Lo primero tiene mucho que ver con la caída de las exportaciones
mineras. Han bajado un 14 por ciento en el primer semestre por culpa del
descenso de los precios (el precio del cobre cayó 10 por ciento y el
del oro 17 por ciento en ese mismo período) y en ciertos casos del
volumen. Pero también juega un papel la demanda interna, tan importante
en el crecimiento promedio de 7,2 por ciento que tuvo la economía
peruana en los 10 años que van de 2002 a 2011. El ritmo de aumento de la
venta de autos, viviendas y electrodomésticos, hasta hace poco
galopante, ha bajado. Por fin, la inversión privada tanto extranjera
como nacional ha sufrido una desaceleración y ha tenido que ser
compensada con un aumento del gasto público, que subió 13 por ciento
este año y podría conducir a un levísimo déficit a fin de 2013.

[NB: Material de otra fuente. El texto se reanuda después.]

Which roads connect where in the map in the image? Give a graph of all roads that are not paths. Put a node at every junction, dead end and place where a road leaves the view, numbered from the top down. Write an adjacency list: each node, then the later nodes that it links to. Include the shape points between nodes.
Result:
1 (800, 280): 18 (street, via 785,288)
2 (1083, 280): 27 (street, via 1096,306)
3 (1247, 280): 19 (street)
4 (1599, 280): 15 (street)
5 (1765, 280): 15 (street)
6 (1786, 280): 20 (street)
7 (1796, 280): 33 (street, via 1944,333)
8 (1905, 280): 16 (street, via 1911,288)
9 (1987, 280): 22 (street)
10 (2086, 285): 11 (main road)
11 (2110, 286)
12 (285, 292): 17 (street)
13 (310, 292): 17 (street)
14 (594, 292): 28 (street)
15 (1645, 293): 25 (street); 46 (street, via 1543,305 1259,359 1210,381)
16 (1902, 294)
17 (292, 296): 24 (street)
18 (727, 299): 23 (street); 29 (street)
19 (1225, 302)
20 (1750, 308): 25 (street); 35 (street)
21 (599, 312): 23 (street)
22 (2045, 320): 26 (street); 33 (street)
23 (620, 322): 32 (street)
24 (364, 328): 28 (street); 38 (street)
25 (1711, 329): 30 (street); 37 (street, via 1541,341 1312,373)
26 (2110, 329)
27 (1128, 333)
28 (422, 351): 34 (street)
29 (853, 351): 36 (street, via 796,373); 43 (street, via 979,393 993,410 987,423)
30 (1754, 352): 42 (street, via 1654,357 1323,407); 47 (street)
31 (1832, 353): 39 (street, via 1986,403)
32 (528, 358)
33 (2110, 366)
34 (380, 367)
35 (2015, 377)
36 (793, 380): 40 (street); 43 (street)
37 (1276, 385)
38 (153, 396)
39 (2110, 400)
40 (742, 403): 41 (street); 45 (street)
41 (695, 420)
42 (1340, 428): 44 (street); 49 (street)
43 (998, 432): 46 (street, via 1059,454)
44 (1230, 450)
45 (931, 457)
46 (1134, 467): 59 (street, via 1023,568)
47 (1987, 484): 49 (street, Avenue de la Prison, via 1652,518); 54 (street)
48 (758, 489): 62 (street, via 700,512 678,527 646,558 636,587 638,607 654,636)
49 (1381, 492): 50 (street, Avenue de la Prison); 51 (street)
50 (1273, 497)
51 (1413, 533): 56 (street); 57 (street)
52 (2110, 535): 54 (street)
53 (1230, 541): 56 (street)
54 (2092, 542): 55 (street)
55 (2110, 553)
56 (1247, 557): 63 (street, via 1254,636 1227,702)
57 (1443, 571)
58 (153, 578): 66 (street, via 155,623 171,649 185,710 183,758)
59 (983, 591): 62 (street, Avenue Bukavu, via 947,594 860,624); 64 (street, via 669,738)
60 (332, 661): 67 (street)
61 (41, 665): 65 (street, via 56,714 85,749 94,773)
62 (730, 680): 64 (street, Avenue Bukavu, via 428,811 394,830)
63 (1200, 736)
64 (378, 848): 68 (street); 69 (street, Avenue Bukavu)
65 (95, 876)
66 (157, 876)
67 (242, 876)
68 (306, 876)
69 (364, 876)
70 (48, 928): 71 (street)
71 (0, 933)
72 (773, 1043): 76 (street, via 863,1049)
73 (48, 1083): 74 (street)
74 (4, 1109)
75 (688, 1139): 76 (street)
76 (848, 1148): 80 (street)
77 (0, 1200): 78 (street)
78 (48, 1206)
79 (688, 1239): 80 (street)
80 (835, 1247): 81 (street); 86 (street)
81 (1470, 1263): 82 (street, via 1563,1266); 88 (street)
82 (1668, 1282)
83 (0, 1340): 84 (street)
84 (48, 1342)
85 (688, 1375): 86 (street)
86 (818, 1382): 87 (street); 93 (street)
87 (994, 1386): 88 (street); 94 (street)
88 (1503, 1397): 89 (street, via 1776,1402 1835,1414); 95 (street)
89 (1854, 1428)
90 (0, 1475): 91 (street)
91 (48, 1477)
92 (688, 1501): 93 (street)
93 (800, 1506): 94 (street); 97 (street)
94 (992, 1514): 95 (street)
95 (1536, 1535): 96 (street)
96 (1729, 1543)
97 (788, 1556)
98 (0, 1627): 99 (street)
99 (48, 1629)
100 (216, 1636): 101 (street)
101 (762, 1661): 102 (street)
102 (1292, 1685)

La falta de reformas de envergadura en un país con un Estado de
cuarto mundo (ha habido ciertas reformas meramente salariales hasta
ahora), la multiplicación de iniciativas tanto del poder ejecutivo como
del poder legislativo enviando señales inquietantes al capital y, sobre
todo, la lentitud burocrática agravada por la deficiencia del liderazgo
político han contribuido a evitar que el Perú, en un contexto externo
ahora inamistoso, mantenga su rendimiento descollante.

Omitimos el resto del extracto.